Small bananas are not automatically finger bananas

I have not seen real finger bananas in Tenerife. Finger bananas grow on tall elegant plants. Also, the fruit is not only short but much thinner and so is its silky skin. I remember that my real finger bananas had much more loose ground for their roots to go deeper. This isn't possible on a volcanic island.

Cavendish bananas

I haven't seen those at the banana plantation Rambla del Mar. However, I have bought so called quality 'Cavendish platanos' at Carmens shop in La Longuera Realejos. Recognize the Cavendish by its brown spotted skin. It also has a strong and sweet aroma. Tenerife is waiting for a brand recognition from Brussels. This would help compete in exports with cheaper bananas from North Africa and Ecuador.

Accommodation by the banana plantation?

Indeed, there is the small country inn of Tenerife San Pedro whose owner Helmut lets a luxury apartment. There is also a holiday home for longer stays about 10 minutes from the plantation more information about which find here.

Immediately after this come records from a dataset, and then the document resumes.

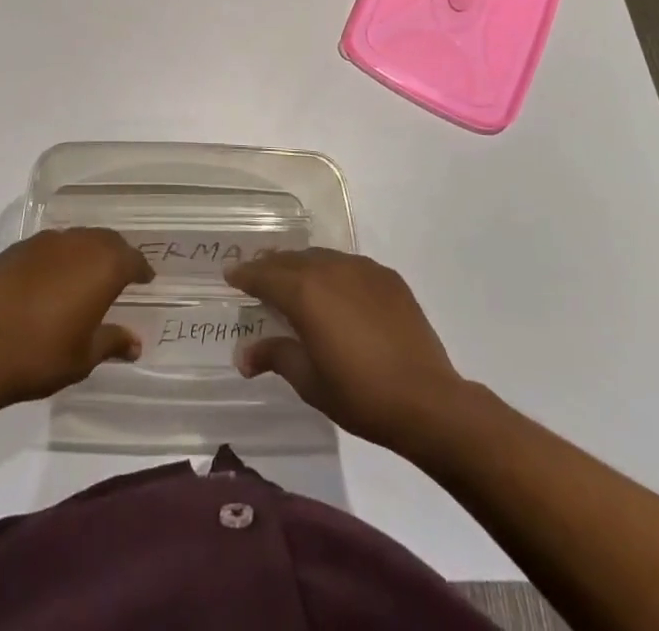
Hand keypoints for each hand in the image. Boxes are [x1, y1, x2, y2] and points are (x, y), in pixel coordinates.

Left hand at [0, 228, 153, 406]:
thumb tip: (135, 343)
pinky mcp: (16, 249)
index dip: (141, 269)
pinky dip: (58, 257)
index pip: (131, 258)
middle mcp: (76, 244)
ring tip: (86, 274)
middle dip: (116, 254)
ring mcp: (43, 242)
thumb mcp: (84, 357)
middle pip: (105, 240)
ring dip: (86, 252)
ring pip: (76, 238)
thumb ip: (112, 342)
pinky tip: (51, 278)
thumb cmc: (41, 355)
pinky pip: (48, 246)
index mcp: (102, 266)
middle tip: (120, 273)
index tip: (146, 279)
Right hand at [224, 247, 462, 453]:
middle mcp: (329, 269)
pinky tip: (337, 291)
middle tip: (257, 274)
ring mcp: (362, 269)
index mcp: (304, 292)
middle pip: (290, 260)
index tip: (230, 275)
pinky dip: (334, 273)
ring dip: (302, 266)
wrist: (428, 401)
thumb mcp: (309, 381)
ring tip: (295, 279)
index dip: (244, 275)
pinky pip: (350, 266)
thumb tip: (243, 355)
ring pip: (321, 258)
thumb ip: (275, 356)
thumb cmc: (360, 394)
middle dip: (270, 266)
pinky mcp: (388, 278)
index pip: (264, 275)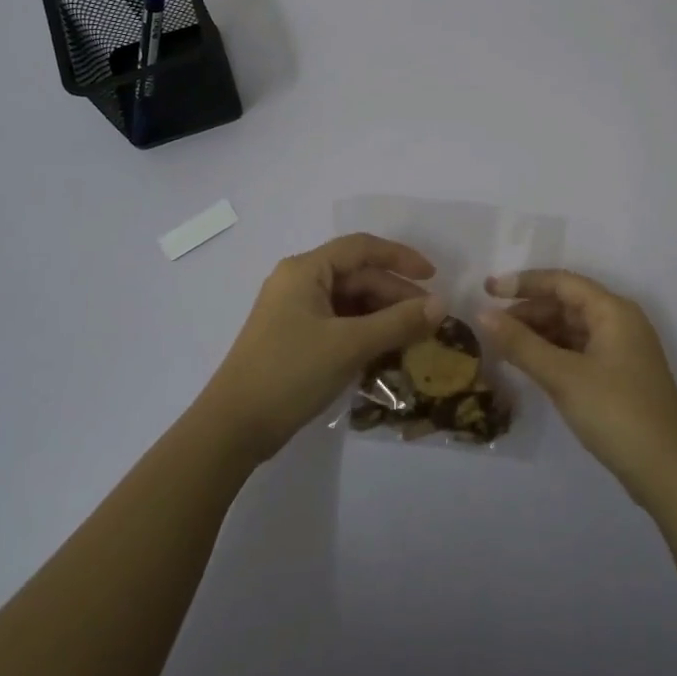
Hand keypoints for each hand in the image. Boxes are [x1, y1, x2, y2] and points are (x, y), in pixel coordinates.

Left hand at [201, 233, 445, 462]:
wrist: (234, 427)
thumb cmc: (290, 373)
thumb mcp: (350, 345)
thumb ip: (398, 322)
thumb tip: (442, 305)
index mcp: (305, 270)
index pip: (361, 248)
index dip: (400, 258)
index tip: (434, 277)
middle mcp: (298, 282)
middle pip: (357, 276)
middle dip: (395, 294)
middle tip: (430, 319)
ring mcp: (295, 312)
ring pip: (350, 302)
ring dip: (383, 316)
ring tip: (414, 336)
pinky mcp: (295, 338)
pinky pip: (339, 323)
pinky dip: (365, 332)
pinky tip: (387, 351)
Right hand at [478, 269, 676, 503]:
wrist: (667, 472)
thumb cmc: (615, 413)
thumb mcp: (562, 376)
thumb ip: (520, 343)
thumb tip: (481, 314)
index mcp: (613, 311)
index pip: (561, 282)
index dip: (522, 283)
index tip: (486, 291)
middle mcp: (620, 322)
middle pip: (566, 303)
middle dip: (527, 311)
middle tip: (489, 326)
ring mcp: (622, 350)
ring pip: (571, 328)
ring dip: (537, 333)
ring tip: (502, 346)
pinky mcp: (619, 376)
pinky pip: (578, 350)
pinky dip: (552, 353)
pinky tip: (529, 365)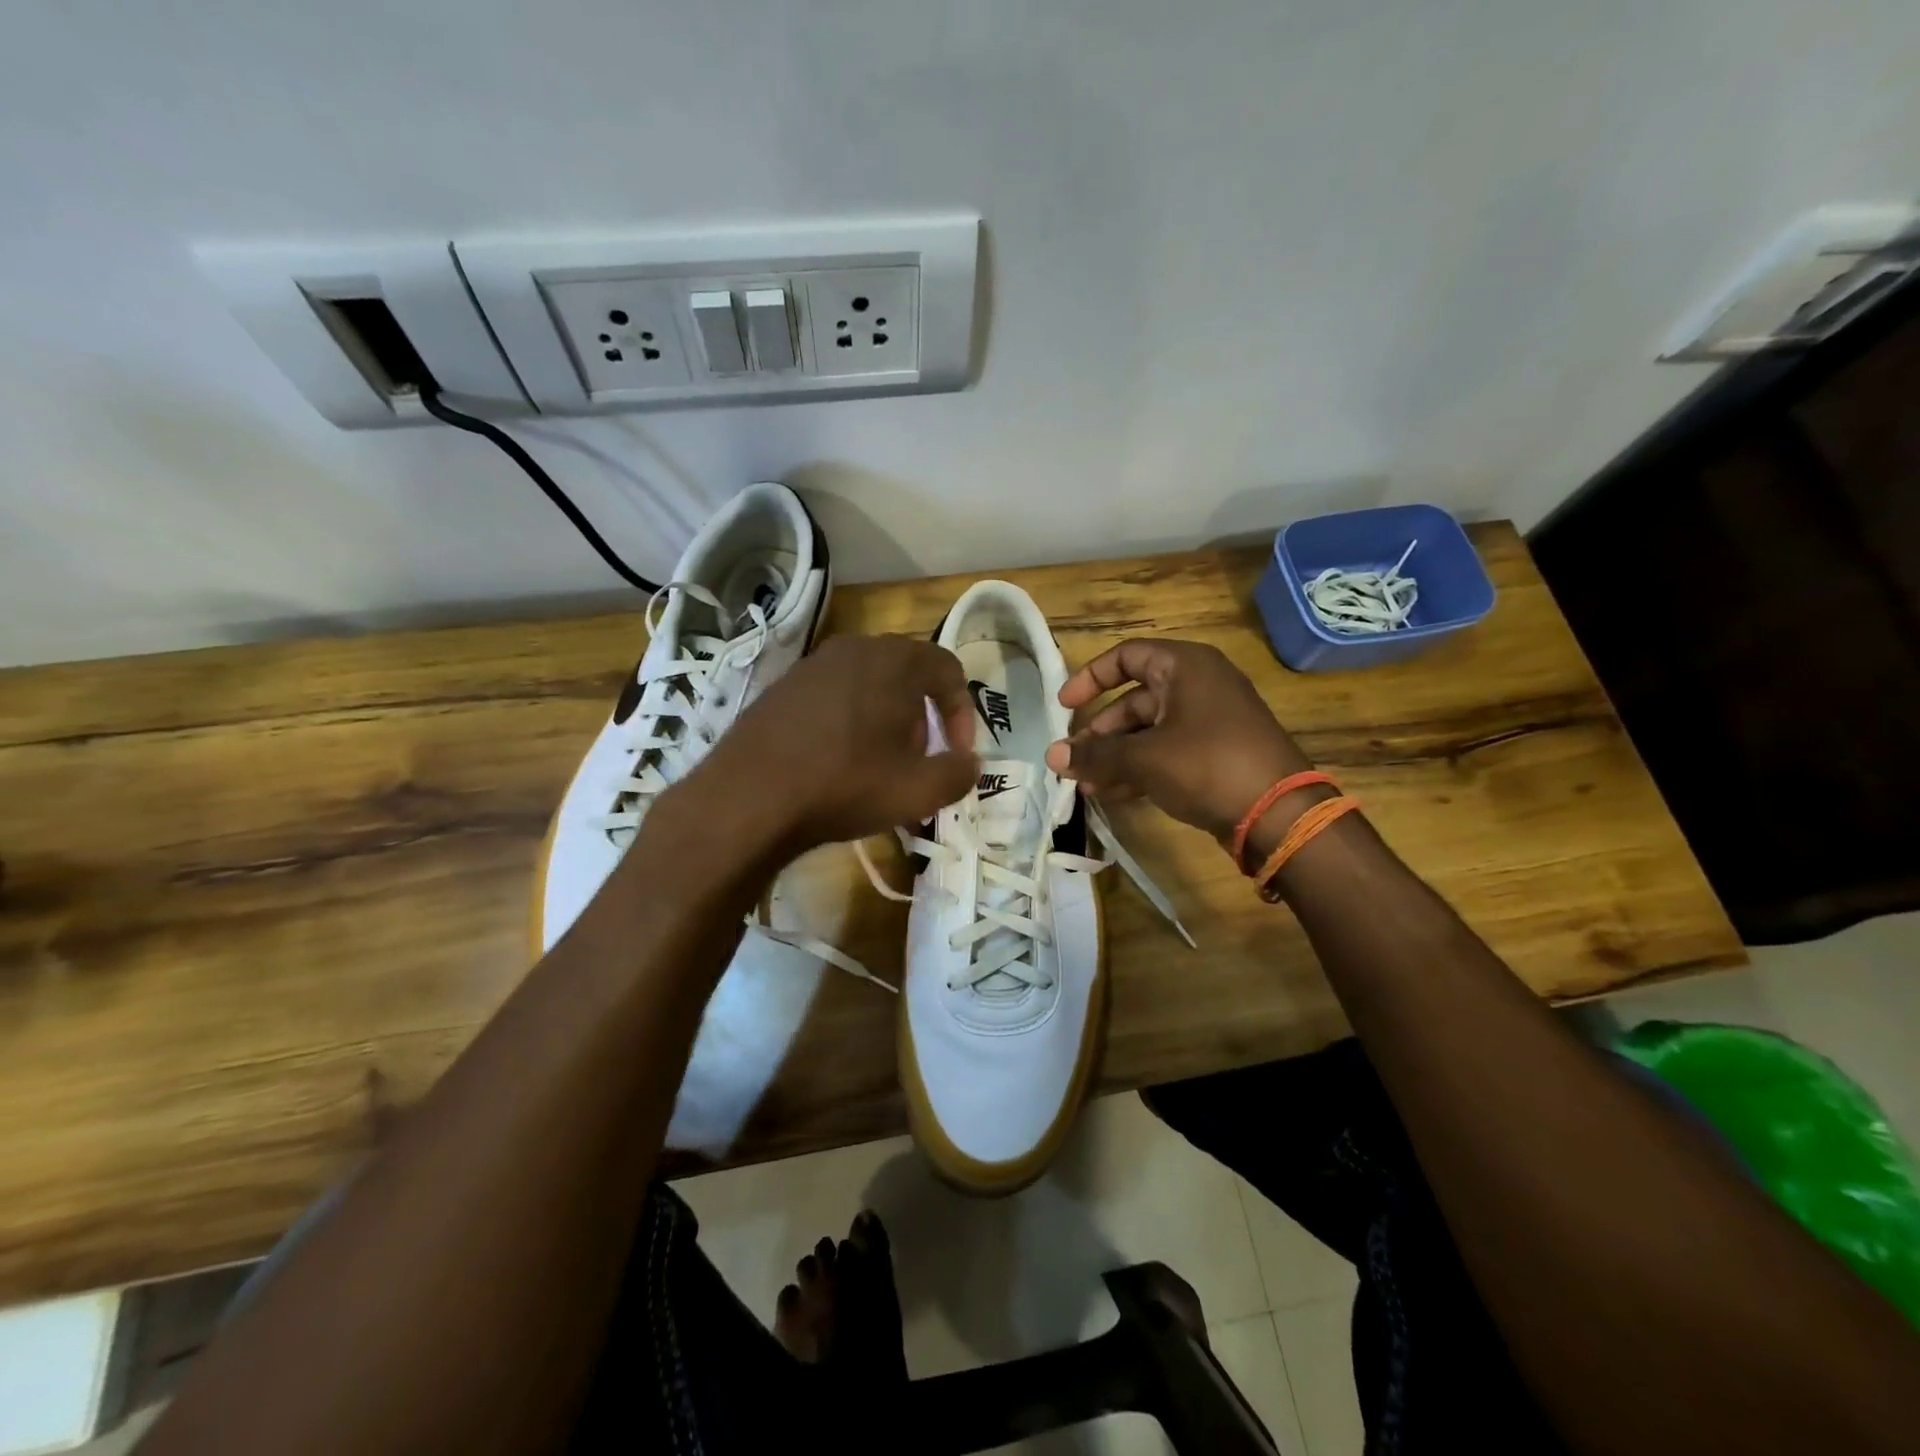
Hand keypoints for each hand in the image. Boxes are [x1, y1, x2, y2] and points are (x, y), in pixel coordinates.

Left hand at [689, 634, 978, 856]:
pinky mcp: (783, 687)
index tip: (955, 753)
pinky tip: (837, 763)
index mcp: (895, 660)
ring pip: (870, 686)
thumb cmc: (845, 784)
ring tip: (879, 767)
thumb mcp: (920, 791)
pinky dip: (850, 722)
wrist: (748, 797)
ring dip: (886, 722)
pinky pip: (834, 696)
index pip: (948, 669)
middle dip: (923, 720)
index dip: (962, 713)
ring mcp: (813, 664)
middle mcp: (855, 648)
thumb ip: (960, 773)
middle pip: (908, 676)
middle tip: (918, 761)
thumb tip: (968, 763)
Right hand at [1044, 639, 1312, 846]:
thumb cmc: (1207, 765)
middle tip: (1073, 760)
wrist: (1279, 815)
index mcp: (1185, 666)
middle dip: (1100, 732)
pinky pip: (1167, 752)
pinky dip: (1139, 768)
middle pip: (1134, 699)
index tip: (1065, 707)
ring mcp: (1210, 721)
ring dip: (1115, 756)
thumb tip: (1052, 756)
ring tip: (1086, 785)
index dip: (1090, 678)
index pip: (1127, 656)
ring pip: (1148, 731)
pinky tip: (1112, 794)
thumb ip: (1095, 754)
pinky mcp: (1216, 754)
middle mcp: (1199, 686)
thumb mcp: (1143, 757)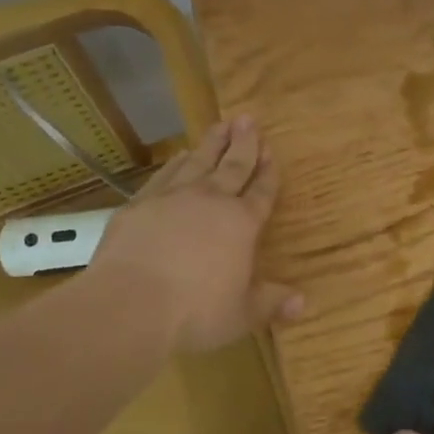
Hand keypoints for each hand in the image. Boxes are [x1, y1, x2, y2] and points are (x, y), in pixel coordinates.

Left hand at [89, 116, 302, 353]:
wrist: (130, 303)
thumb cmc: (195, 312)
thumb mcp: (242, 315)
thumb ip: (271, 303)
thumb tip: (303, 302)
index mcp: (242, 223)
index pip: (261, 191)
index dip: (269, 172)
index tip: (272, 151)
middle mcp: (211, 201)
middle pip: (233, 165)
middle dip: (244, 142)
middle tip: (248, 119)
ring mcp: (173, 198)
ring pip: (199, 161)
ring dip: (212, 143)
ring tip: (220, 125)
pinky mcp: (140, 204)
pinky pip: (164, 175)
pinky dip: (175, 163)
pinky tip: (180, 155)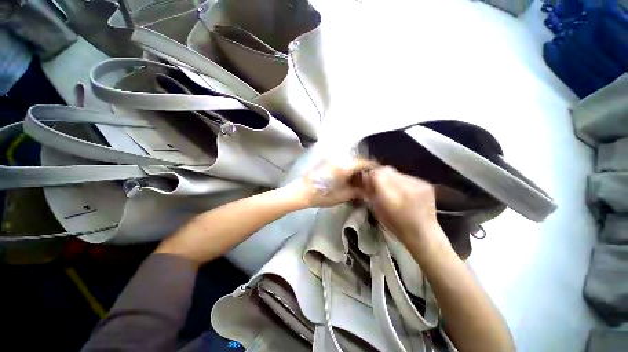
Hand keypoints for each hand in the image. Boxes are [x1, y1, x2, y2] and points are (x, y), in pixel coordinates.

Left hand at [288, 159, 376, 207]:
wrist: (302, 192)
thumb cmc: (323, 195)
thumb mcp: (343, 196)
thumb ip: (357, 191)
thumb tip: (367, 190)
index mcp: (344, 167)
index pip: (362, 163)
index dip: (372, 166)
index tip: (378, 172)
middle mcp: (339, 160)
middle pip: (356, 162)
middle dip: (363, 170)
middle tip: (367, 181)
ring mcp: (331, 161)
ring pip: (348, 163)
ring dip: (355, 171)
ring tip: (357, 182)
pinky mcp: (326, 163)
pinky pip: (341, 164)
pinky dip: (346, 170)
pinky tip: (347, 179)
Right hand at [361, 166, 441, 244]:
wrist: (424, 235)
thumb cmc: (396, 226)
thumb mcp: (377, 211)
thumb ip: (371, 193)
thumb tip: (365, 179)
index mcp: (391, 199)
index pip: (376, 175)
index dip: (369, 176)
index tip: (367, 182)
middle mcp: (406, 189)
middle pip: (386, 170)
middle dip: (379, 176)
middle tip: (377, 184)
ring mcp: (418, 185)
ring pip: (396, 172)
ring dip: (390, 178)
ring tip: (391, 188)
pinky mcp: (426, 184)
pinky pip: (406, 176)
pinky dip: (400, 181)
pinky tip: (402, 191)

By the way, the romantic surf beach Playa del Socorro is just down the road of the freeway.

Return from the banana plantation by San Pedro to Los Realejos Tenerife to find out more about this town which had reached 37559 inhabitants at the end of 2010. That makes it a slightly more populated region than Puerto de la Cruz with about 31000 residents as off 2011, while Realejos has the most space of Tenerife and therefore less people per square km. Of course there is many a banana plantation in Los Realejos. Many of them grow on terraces or by the coast.